## [WORK REQUIRED]
Could you copy the records below exactly, leaving out any pictures?

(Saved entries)
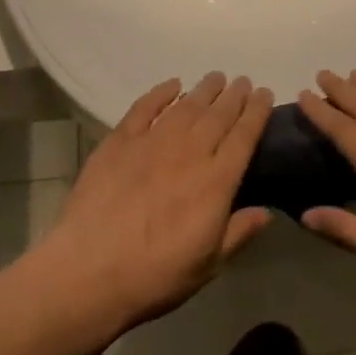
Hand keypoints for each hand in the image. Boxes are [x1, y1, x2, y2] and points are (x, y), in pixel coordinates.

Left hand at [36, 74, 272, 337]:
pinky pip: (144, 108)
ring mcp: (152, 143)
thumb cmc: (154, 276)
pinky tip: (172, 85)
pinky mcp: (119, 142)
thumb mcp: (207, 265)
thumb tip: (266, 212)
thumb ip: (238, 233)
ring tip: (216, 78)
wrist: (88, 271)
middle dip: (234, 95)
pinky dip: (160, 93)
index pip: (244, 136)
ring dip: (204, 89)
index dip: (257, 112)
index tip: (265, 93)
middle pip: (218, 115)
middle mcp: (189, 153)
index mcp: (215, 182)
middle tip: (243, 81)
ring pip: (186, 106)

## [SOLVED PROBLEM]
Hand keypoints for each hand in the image. Boxes are [x1, y1, x2, y2] and points are (x, y), in pixel coordinates.

Left hand at [36, 74, 272, 337]:
pinky pip: (144, 108)
ring mcp: (152, 143)
thumb cmc: (154, 276)
pinky tip: (172, 85)
pinky mcp: (119, 142)
thumb mcp: (207, 265)
thumb tip: (266, 212)
thumb ip: (238, 233)
ring tip: (216, 78)
wrist: (88, 271)
middle dip: (234, 95)
pinky dip: (160, 93)
index pip: (244, 136)
ring dip: (204, 89)
index dip: (257, 112)
index tip: (265, 93)
middle pip: (218, 115)
middle mcp: (189, 153)
index mcp: (215, 182)
middle tip: (243, 81)
ring pip: (186, 106)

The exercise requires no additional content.